Report each line of the entries that contains the word "EAST", copied in full.

......

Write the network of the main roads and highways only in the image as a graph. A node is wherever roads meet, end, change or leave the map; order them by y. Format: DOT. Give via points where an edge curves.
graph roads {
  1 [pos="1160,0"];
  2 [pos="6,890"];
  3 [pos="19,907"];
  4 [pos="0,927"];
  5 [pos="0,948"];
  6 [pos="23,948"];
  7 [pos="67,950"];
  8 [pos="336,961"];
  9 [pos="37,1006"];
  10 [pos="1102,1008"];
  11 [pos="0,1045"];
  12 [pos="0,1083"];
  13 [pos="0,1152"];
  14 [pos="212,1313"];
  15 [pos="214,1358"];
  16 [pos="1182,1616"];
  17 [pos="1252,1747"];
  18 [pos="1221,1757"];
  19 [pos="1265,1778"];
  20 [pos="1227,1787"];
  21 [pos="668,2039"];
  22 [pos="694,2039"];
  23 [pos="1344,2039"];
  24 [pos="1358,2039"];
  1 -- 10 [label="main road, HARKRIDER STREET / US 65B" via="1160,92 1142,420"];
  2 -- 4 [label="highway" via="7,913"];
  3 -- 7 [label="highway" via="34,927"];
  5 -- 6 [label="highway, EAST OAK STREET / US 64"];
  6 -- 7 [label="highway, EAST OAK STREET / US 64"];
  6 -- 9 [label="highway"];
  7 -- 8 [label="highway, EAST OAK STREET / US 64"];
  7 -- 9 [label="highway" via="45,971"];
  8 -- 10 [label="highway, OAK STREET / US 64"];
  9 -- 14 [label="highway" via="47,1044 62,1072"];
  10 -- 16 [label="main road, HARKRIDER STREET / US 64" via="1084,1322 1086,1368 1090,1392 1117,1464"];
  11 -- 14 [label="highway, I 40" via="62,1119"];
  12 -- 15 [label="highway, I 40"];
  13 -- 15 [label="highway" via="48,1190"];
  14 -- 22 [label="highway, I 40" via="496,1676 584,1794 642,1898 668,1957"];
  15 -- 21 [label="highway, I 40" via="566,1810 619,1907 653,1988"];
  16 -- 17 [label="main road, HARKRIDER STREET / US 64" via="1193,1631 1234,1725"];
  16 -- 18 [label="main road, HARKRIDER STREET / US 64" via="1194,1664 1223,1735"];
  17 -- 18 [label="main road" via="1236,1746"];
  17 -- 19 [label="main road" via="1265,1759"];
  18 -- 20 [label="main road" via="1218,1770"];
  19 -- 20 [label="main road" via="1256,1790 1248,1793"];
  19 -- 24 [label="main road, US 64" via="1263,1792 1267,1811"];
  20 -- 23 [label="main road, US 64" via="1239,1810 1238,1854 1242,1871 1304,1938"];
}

......

[Response area]
  5 -- 6 [label="highway, EAST OAK STREET / US 64"];
  6 -- 7 [label="highway, EAST OAK STREET / US 64"];
  7 -- 8 [label="highway, EAST OAK STREET / US 64"];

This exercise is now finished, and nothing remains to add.